Soon the need was identified to develop some kind of standards & ethics for the Field Guiding industry and thus FGASA, the “Field Guides’ Association of Southern Africa” was born.

  • FGASA became a recognized association, and the term “Field Guide” became the title that distinguished between the Game Rangers and the “Game Drive Guides”.
  • Just after the year 2000, a national guiding qualification was developed, in conjunction with a number of parties, including FGASA.
  • THETA (precursor to CATHSSETA), the National Sectoral Education and Training Authority, did not feel the term “Field Guide”, was specific enough. It was quite vague, and did not necessarily refer to the natural environment.
  • To distinguish each type of guide, various terms were put in place such as Adventure Guides, Tour Guides, Cultural Guides etc., the term “Nature Guide’’ was used for Field Guides. So, in short, a Nature Guide and Field Guide is exactly the same.
  • The well-established brand of FGASA were reluctant to change their name, so Field Guide remains as an acceptable title, although Nature Guide is really the correct term.
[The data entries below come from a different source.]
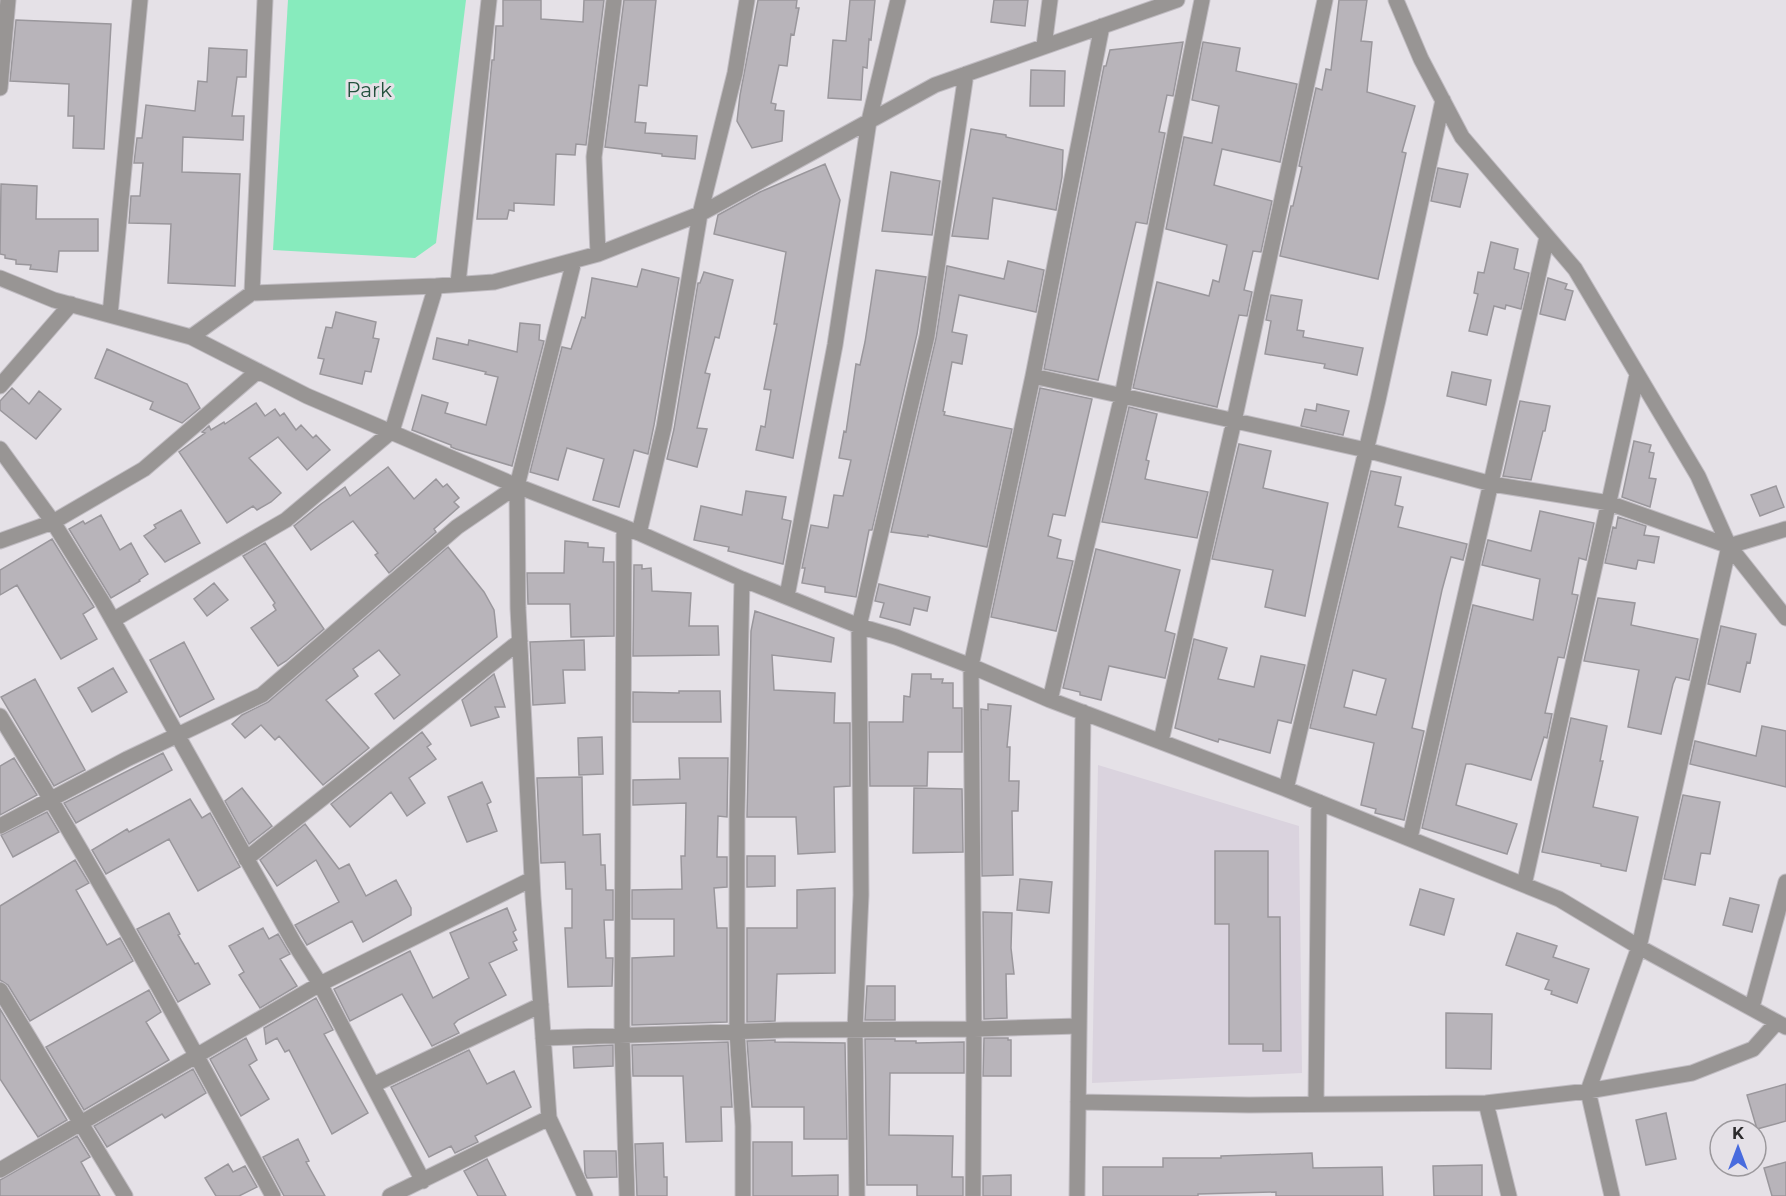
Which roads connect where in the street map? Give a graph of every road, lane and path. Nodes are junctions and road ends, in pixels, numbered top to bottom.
1 (8, 0) edge
2 (140, 0) edge
3 (265, 0) edge
4 (489, 0) edge
5 (614, 0) edge
6 (747, 0) edge
7 (898, 0) edge
8 (1050, 0) edge
9 (1177, 0) edge
10 (1202, 0) edge
11 (1325, 0) edge
12 (1396, 0) edge
13 (1102, 26) junction
14 (1044, 46) junction
15 (966, 74) junction
16 (0, 88) edge
17 (1443, 100) junction
18 (869, 121) junction
19 (700, 214) junction
20 (1547, 237) junction
21 (598, 254) junction
22 (574, 261) junction
23 (0, 278) edge
24 (458, 283) junction
25 (436, 286) junction
26 (252, 292) junction
27 (71, 304) junction
28 (110, 315) junction
29 (191, 337) junction
30 (258, 372) junction
31 (1637, 375) junction
32 (1033, 376) junction
33 (0, 386) edge
34 (1122, 396) junction
35 (1234, 421) junction
36 (392, 431) junction
37 (0, 449) edge
38 (1366, 450) junction
39 (1491, 484) junction
40 (517, 486) junction
41 (1609, 502) junction
42 (53, 522) junction
43 (624, 527) junction
44 (1786, 529) edge
45 (639, 533) junction
46 (0, 541) edge
47 (1729, 546) junction
48 (742, 579) junction
49 (787, 596) junction
50 (1786, 618) edge
51 (113, 620) junction
52 (859, 626) junction
53 (520, 641) junction
54 (971, 666) junction
55 (1050, 700) junction
56 (1083, 712) junction
57 (0, 717) edge
58 (177, 735) junction
59 (1161, 741) junction
60 (1286, 789) junction
61 (51, 799) junction
62 (1319, 802) junction
63 (0, 826) edge
64 (1410, 838) junction
65 (246, 859) junction
66 (532, 879) junction
67 (1786, 882) edge
68 (1524, 885) junction
69 (1639, 947) junction
70 (320, 984) junction
71 (0, 990) edge
72 (541, 1005) junction
73 (1752, 1007) junction
74 (1781, 1024) edge
75 (1079, 1026) junction
76 (855, 1029) junction
77 (974, 1029) junction
78 (737, 1031) junction
79 (622, 1035) junction
80 (543, 1038) junction
81 (196, 1054) junction
82 (373, 1085) junction
83 (1588, 1091) junction
84 (1078, 1102) junction
85 (1486, 1103) junction
86 (1316, 1104) junction
87 (549, 1118) junction
88 (80, 1123) junction
89 (0, 1170) edge
90 (423, 1180) junction
91 (125, 1196) edge
92 (273, 1196) edge
93 (390, 1196) edge
94 (585, 1196) edge
95 (627, 1196) edge
96 (743, 1196) edge
97 (857, 1196) edge
98 (972, 1196) edge
99 (1077, 1196) edge
100 (1509, 1196) edge
101 (1612, 1196) edge

1 - 16 street
2 - 28 street
3 - 26 street
4 - 24 street
5 - 21 street
6 - 19 street
7 - 18 street
8 - 14 street
9 - 13 street
10 - 34 street
11 - 35 street
12 - 17 street
13 - 14 street
13 - 32 street
14 - 15 street
15 - 18 street
15 - 52 street
17 - 20 street
17 - 38 street
18 - 19 street
18 - 49 street
19 - 21 street
19 - 45 street
20 - 31 street
20 - 39 street
21 - 22 street
22 - 24 street
22 - 40 street
23 - 27 street
24 - 25 street
25 - 26 street
25 - 36 street
26 - 29 street
27 - 28 street
27 - 33 street
28 - 29 street
29 - 30 street
30 - 36 street
30 - 42 street
31 - 41 street
31 - 47 street
32 - 34 street
32 - 54 street
34 - 35 street
34 - 55 street
35 - 38 street
35 - 59 street
36 - 40 street
36 - 51 street
37 - 42 street
38 - 39 street
38 - 60 street
39 - 41 street
39 - 64 street
40 - 43 street
40 - 53 street
40 - 58 street
41 - 47 street
41 - 68 street
42 - 46 street
42 - 51 street
43 - 45 street
43 - 79 street
44 - 47 street
45 - 48 street
47 - 50 street
47 - 69 street
48 - 49 street
48 - 78 street
49 - 52 street
51 - 58 street
52 - 54 street
52 - 76 street
53 - 65 street
53 - 66 street
54 - 55 street
54 - 77 street
55 - 56 street
56 - 59 street
56 - 75 street
57 - 61 street
58 - 61 street
58 - 65 street
59 - 60 street
60 - 62 street
61 - 63 street
61 - 81 street
62 - 64 street
62 - 86 street
64 - 68 street
65 - 70 street
66 - 70 street
66 - 72 street
67 - 73 street
68 - 69 street
69 - 73 street
69 - 83 street
70 - 81 street
70 - 82 street
71 - 88 street
72 - 80 street
72 - 82 street
73 - 74 street
74 - 83 street
75 - 77 street
75 - 84 street
76 - 77 street
76 - 78 street
76 - 97 street
77 - 98 street
78 - 79 street
78 - 96 street
79 - 80 street
79 - 95 street
80 - 87 street
81 - 88 street
81 - 92 street
82 - 90 street
83 - 85 street
83 - 101 street
84 - 86 street
84 - 99 street
85 - 86 street
85 - 100 street
87 - 90 street
87 - 94 street
88 - 89 street
88 - 91 street
90 - 93 street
Now I know……….so what do I need to do to become a Game Ranger?

There is now a National qualification one can do to become a Game Ranger. You would need to do a National Diploma in Nature Conservation or Game Ranch Management. Most are 3 years long, 2 years theory and 1 year practical.

There are also other short course options out there …….one just needs to do some research and choose the best option!

And if I want to become a Field Guide?

Then get in touch with us at Bushwise Field Guides for more information on our in-depth Field Guiding courses, giving you the knowledge and opportunity to gain valuable work experience in this exciting and rewarding field.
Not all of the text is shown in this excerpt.